• [Work required]
In the data that follows, each entry is to be restated exactly.

Records excerpted from a collection
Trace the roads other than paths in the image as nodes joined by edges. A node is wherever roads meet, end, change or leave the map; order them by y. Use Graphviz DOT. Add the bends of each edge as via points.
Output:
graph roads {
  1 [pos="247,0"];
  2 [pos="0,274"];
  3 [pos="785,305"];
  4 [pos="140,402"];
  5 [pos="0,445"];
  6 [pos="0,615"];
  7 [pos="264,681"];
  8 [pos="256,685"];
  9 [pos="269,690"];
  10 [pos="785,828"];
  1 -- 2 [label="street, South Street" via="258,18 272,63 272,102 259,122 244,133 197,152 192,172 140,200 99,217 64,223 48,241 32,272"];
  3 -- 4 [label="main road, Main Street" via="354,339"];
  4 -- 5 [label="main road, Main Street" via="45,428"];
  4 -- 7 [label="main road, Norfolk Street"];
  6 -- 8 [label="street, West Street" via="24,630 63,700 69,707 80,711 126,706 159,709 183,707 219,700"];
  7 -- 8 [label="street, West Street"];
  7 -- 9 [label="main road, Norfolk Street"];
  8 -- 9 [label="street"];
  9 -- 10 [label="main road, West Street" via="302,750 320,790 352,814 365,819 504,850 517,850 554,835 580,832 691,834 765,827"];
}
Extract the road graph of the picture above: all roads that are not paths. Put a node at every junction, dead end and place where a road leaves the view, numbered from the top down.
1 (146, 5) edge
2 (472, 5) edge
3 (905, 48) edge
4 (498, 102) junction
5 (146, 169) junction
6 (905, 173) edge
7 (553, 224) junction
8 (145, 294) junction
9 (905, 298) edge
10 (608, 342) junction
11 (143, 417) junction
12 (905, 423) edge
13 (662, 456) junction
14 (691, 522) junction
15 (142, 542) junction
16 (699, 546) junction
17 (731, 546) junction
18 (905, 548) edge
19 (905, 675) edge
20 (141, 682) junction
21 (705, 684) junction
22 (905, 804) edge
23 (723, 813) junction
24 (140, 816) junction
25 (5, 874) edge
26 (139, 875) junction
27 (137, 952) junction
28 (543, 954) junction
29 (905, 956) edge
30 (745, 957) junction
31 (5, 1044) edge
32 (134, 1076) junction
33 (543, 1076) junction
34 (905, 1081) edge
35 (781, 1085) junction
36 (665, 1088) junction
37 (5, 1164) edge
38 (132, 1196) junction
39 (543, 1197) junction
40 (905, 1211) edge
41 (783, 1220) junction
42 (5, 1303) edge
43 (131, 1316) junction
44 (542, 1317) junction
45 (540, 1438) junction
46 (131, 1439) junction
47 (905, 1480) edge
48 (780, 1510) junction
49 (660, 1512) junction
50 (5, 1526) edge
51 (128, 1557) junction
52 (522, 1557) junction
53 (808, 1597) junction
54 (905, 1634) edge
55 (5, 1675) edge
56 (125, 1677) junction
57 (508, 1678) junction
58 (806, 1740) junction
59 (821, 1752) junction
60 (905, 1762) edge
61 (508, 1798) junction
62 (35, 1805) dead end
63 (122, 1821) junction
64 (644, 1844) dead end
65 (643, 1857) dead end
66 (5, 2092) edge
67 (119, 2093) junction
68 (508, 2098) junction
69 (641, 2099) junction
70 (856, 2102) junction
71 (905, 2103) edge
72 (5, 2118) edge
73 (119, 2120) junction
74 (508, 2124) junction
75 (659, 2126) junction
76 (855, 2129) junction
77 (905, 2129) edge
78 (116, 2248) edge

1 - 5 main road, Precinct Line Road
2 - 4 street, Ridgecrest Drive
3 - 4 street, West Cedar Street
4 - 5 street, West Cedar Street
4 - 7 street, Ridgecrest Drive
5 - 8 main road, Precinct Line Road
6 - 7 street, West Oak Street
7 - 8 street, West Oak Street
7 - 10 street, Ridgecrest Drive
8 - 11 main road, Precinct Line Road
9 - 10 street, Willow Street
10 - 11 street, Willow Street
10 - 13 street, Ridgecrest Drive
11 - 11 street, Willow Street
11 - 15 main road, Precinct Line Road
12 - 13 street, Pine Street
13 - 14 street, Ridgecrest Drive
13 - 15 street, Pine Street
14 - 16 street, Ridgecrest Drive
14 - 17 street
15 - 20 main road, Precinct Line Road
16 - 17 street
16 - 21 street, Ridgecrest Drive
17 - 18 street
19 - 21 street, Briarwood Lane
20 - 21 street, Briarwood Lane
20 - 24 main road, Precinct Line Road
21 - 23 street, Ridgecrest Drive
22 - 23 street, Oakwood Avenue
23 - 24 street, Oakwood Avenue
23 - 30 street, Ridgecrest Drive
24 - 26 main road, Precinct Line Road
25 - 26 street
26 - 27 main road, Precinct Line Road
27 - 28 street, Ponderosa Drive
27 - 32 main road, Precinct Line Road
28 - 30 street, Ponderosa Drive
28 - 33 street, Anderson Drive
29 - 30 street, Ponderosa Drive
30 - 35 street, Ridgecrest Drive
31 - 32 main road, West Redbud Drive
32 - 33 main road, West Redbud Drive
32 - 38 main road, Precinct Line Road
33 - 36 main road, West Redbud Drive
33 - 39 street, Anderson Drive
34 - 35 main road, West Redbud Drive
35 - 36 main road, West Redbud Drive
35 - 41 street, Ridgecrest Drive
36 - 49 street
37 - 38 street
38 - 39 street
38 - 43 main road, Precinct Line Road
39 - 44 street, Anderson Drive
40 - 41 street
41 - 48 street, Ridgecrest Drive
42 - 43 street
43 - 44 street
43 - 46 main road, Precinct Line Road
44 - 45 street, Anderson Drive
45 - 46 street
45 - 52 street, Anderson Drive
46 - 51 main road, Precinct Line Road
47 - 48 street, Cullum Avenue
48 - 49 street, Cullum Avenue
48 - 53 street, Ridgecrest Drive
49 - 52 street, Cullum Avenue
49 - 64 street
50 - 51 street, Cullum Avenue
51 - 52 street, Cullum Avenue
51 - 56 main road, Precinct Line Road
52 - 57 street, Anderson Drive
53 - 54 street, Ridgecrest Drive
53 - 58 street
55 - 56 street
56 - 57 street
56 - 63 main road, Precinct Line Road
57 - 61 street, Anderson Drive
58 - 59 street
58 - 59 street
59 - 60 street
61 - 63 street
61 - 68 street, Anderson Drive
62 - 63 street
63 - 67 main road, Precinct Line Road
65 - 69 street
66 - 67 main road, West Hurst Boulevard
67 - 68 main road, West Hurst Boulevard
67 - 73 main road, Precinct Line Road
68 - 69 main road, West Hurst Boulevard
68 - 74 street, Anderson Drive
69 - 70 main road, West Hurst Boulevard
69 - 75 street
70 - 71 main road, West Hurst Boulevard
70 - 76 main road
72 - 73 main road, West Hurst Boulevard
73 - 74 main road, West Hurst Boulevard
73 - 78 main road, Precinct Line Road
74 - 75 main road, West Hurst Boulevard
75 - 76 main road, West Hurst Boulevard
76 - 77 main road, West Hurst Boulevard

• [Task output]
Trace the roads other than paths in the image as nodes joined by edges. A node is wherever roads meet, end, change or leave the map; order them by y. Use Graphviz DOT. Add the bends of each edge as via points.
Output:
graph roads {
  1 [pos="247,0"];
  2 [pos="0,274"];
  3 [pos="785,305"];
  4 [pos="140,402"];
  5 [pos="0,445"];
  6 [pos="0,615"];
  7 [pos="264,681"];
  8 [pos="256,685"];
  9 [pos="269,690"];
  10 [pos="785,828"];
  1 -- 2 [label="street, South Street" via="258,18 272,63 272,102 259,122 244,133 197,152 192,172 140,200 99,217 64,223 48,241 32,272"];
  3 -- 4 [label="main road, Main Street" via="354,339"];
  4 -- 5 [label="main road, Main Street" via="45,428"];
  4 -- 7 [label="main road, Norfolk Street"];
  6 -- 8 [label="street, West Street" via="24,630 63,700 69,707 80,711 126,706 159,709 183,707 219,700"];
  7 -- 8 [label="street, West Street"];
  7 -- 9 [label="main road, Norfolk Street"];
  8 -- 9 [label="street"];
  9 -- 10 [label="main road, West Street" via="302,750 320,790 352,814 365,819 504,850 517,850 554,835 580,832 691,834 765,827"];
}
Extract the road graph of the picture above: all roads that are not paths. Put a node at every junction, dead end and place where a road leaves the view, numbered from the top down.
1 (146, 5) edge
2 (472, 5) edge
3 (905, 48) edge
4 (498, 102) junction
5 (146, 169) junction
6 (905, 173) edge
7 (553, 224) junction
8 (145, 294) junction
9 (905, 298) edge
10 (608, 342) junction
11 (143, 417) junction
12 (905, 423) edge
13 (662, 456) junction
14 (691, 522) junction
15 (142, 542) junction
16 (699, 546) junction
17 (731, 546) junction
18 (905, 548) edge
19 (905, 675) edge
20 (141, 682) junction
21 (705, 684) junction
22 (905, 804) edge
23 (723, 813) junction
24 (140, 816) junction
25 (5, 874) edge
26 (139, 875) junction
27 (137, 952) junction
28 (543, 954) junction
29 (905, 956) edge
30 (745, 957) junction
31 (5, 1044) edge
32 (134, 1076) junction
33 (543, 1076) junction
34 (905, 1081) edge
35 (781, 1085) junction
36 (665, 1088) junction
37 (5, 1164) edge
38 (132, 1196) junction
39 (543, 1197) junction
40 (905, 1211) edge
41 (783, 1220) junction
42 (5, 1303) edge
43 (131, 1316) junction
44 (542, 1317) junction
45 (540, 1438) junction
46 (131, 1439) junction
47 (905, 1480) edge
48 (780, 1510) junction
49 (660, 1512) junction
50 (5, 1526) edge
51 (128, 1557) junction
52 (522, 1557) junction
53 (808, 1597) junction
54 (905, 1634) edge
55 (5, 1675) edge
56 (125, 1677) junction
57 (508, 1678) junction
58 (806, 1740) junction
59 (821, 1752) junction
60 (905, 1762) edge
61 (508, 1798) junction
62 (35, 1805) dead end
63 (122, 1821) junction
64 (644, 1844) dead end
65 (643, 1857) dead end
66 (5, 2092) edge
67 (119, 2093) junction
68 (508, 2098) junction
69 (641, 2099) junction
70 (856, 2102) junction
71 (905, 2103) edge
72 (5, 2118) edge
73 (119, 2120) junction
74 (508, 2124) junction
75 (659, 2126) junction
76 (855, 2129) junction
77 (905, 2129) edge
78 (116, 2248) edge

1 - 5 main road, Precinct Line Road
2 - 4 street, Ridgecrest Drive
3 - 4 street, West Cedar Street
4 - 5 street, West Cedar Street
4 - 7 street, Ridgecrest Drive
5 - 8 main road, Precinct Line Road
6 - 7 street, West Oak Street
7 - 8 street, West Oak Street
7 - 10 street, Ridgecrest Drive
8 - 11 main road, Precinct Line Road
9 - 10 street, Willow Street
10 - 11 street, Willow Street
10 - 13 street, Ridgecrest Drive
11 - 11 street, Willow Street
11 - 15 main road, Precinct Line Road
12 - 13 street, Pine Street
13 - 14 street, Ridgecrest Drive
13 - 15 street, Pine Street
14 - 16 street, Ridgecrest Drive
14 - 17 street
15 - 20 main road, Precinct Line Road
16 - 17 street
16 - 21 street, Ridgecrest Drive
17 - 18 street
19 - 21 street, Briarwood Lane
20 - 21 street, Briarwood Lane
20 - 24 main road, Precinct Line Road
21 - 23 street, Ridgecrest Drive
22 - 23 street, Oakwood Avenue
23 - 24 street, Oakwood Avenue
23 - 30 street, Ridgecrest Drive
24 - 26 main road, Precinct Line Road
25 - 26 street
26 - 27 main road, Precinct Line Road
27 - 28 street, Ponderosa Drive
27 - 32 main road, Precinct Line Road
28 - 30 street, Ponderosa Drive
28 - 33 street, Anderson Drive
29 - 30 street, Ponderosa Drive
30 - 35 street, Ridgecrest Drive
31 - 32 main road, West Redbud Drive
32 - 33 main road, West Redbud Drive
32 - 38 main road, Precinct Line Road
33 - 36 main road, West Redbud Drive
33 - 39 street, Anderson Drive
34 - 35 main road, West Redbud Drive
35 - 36 main road, West Redbud Drive
35 - 41 street, Ridgecrest Drive
36 - 49 street
37 - 38 street
38 - 39 street
38 - 43 main road, Precinct Line Road
39 - 44 street, Anderson Drive
40 - 41 street
41 - 48 street, Ridgecrest Drive
42 - 43 street
43 - 44 street
43 - 46 main road, Precinct Line Road
44 - 45 street, Anderson Drive
45 - 46 street
45 - 52 street, Anderson Drive
46 - 51 main road, Precinct Line Road
47 - 48 street, Cullum Avenue
48 - 49 street, Cullum Avenue
48 - 53 street, Ridgecrest Drive
49 - 52 street, Cullum Avenue
49 - 64 street
50 - 51 street, Cullum Avenue
51 - 52 street, Cullum Avenue
51 - 56 main road, Precinct Line Road
52 - 57 street, Anderson Drive
53 - 54 street, Ridgecrest Drive
53 - 58 street
55 - 56 street
56 - 57 street
56 - 63 main road, Precinct Line Road
57 - 61 street, Anderson Drive
58 - 59 street
58 - 59 street
59 - 60 street
61 - 63 street
61 - 68 street, Anderson Drive
62 - 63 street
63 - 67 main road, Precinct Line Road
65 - 69 street
66 - 67 main road, West Hurst Boulevard
67 - 68 main road, West Hurst Boulevard
67 - 73 main road, Precinct Line Road
68 - 69 main road, West Hurst Boulevard
68 - 74 street, Anderson Drive
69 - 70 main road, West Hurst Boulevard
69 - 75 street
70 - 71 main road, West Hurst Boulevard
70 - 76 main road
72 - 73 main road, West Hurst Boulevard
73 - 74 main road, West Hurst Boulevard
73 - 78 main road, Precinct Line Road
74 - 75 main road, West Hurst Boulevard
75 - 76 main road, West Hurst Boulevard
76 - 77 main road, West Hurst Boulevard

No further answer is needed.